(Aim of the task) Return each line below exactly as it reads, and omit any image in it.

Stored data:
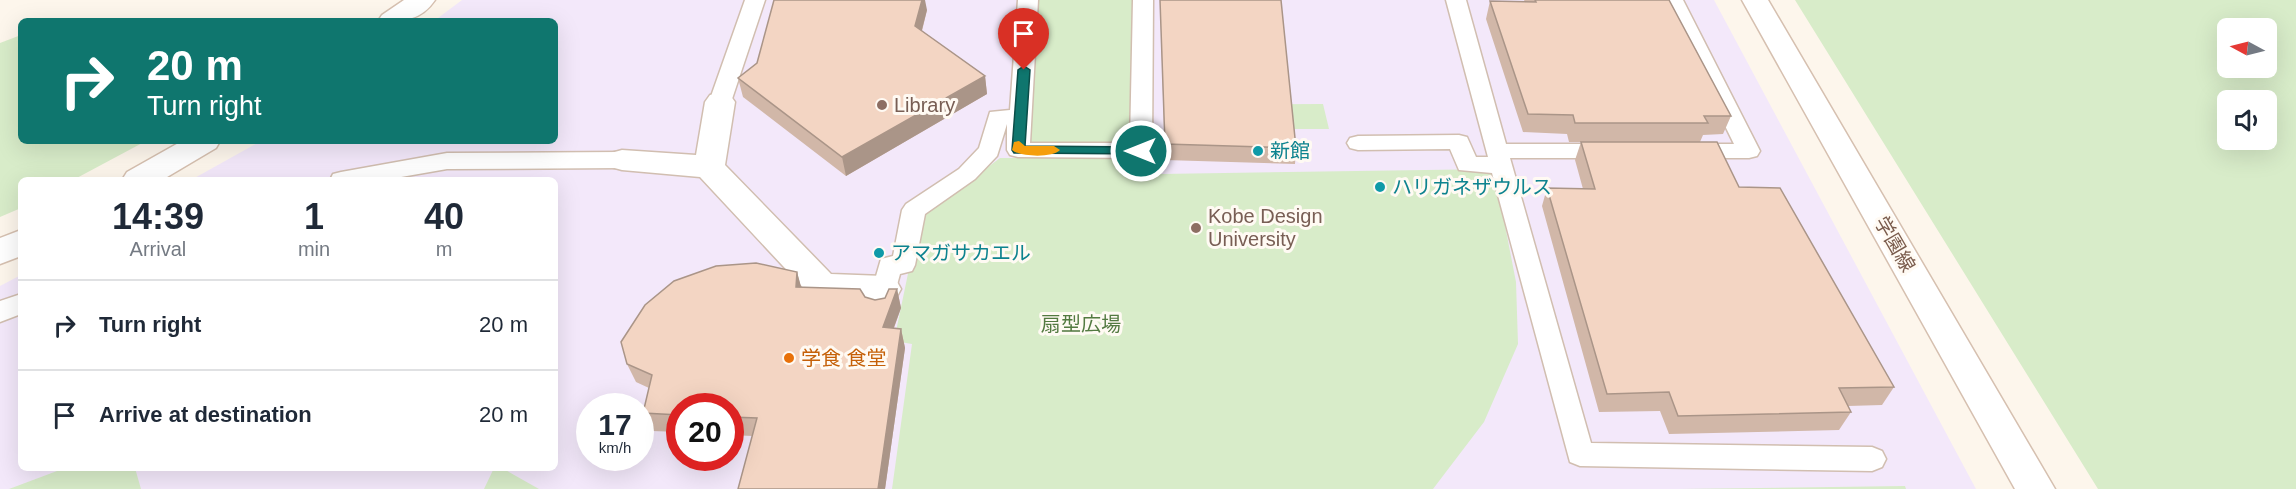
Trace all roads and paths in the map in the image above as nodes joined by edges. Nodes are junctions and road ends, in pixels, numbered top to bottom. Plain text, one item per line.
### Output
1 (422, 0) edge
2 (755, 0) edge
3 (1028, 0) edge
4 (1143, 0) edge
5 (1456, 0) edge
6 (1673, 0) edge
7 (1755, 0) edge
8 (396, 18) edge
9 (720, 102) joint
10 (1021, 117) junction
11 (1358, 143) dead end
12 (200, 144) edge
13 (1637, 151) edge
14 (1672, 151) edge
15 (1499, 158) junction
16 (622, 160) joint
17 (709, 167) junction
18 (143, 177) edge
19 (358, 177) edge
20 (18, 243) edge
21 (0, 252) edge
22 (882, 298) joint
23 (18, 304) edge
24 (0, 312) edge
25 (1872, 459) dead end
26 (2035, 489) edge

1 - 8 street
2 - 9 lane
3 - 10 lane
4 - 10 lane
5 - 15 lane
6 - 14 lane
7 - 26 street, 学園線
9 - 17 street
10 - 22 lane
11 - 15 lane
12 - 18 street
13 - 15 lane
15 - 25 lane
16 - 17 street
16 - 19 lane
17 - 22 street
20 - 21 street
23 - 24 lane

(The completed task)
Trace all roads and paths in the map in the image above as nodes joined by edges. Nodes are junctions and road ends, in pixels, numbered top to bottom. Plain text, one item per line.
### Output
1 (422, 0) edge
2 (755, 0) edge
3 (1028, 0) edge
4 (1143, 0) edge
5 (1456, 0) edge
6 (1673, 0) edge
7 (1755, 0) edge
8 (396, 18) edge
9 (720, 102) joint
10 (1021, 117) junction
11 (1358, 143) dead end
12 (200, 144) edge
13 (1637, 151) edge
14 (1672, 151) edge
15 (1499, 158) junction
16 (622, 160) joint
17 (709, 167) junction
18 (143, 177) edge
19 (358, 177) edge
20 (18, 243) edge
21 (0, 252) edge
22 (882, 298) joint
23 (18, 304) edge
24 (0, 312) edge
25 (1872, 459) dead end
26 (2035, 489) edge

1 - 8 street
2 - 9 lane
3 - 10 lane
4 - 10 lane
5 - 15 lane
6 - 14 lane
7 - 26 street, 学園線
9 - 17 street
10 - 22 lane
11 - 15 lane
12 - 18 street
13 - 15 lane
15 - 25 lane
16 - 17 street
16 - 19 lane
17 - 22 street
20 - 21 street
23 - 24 lane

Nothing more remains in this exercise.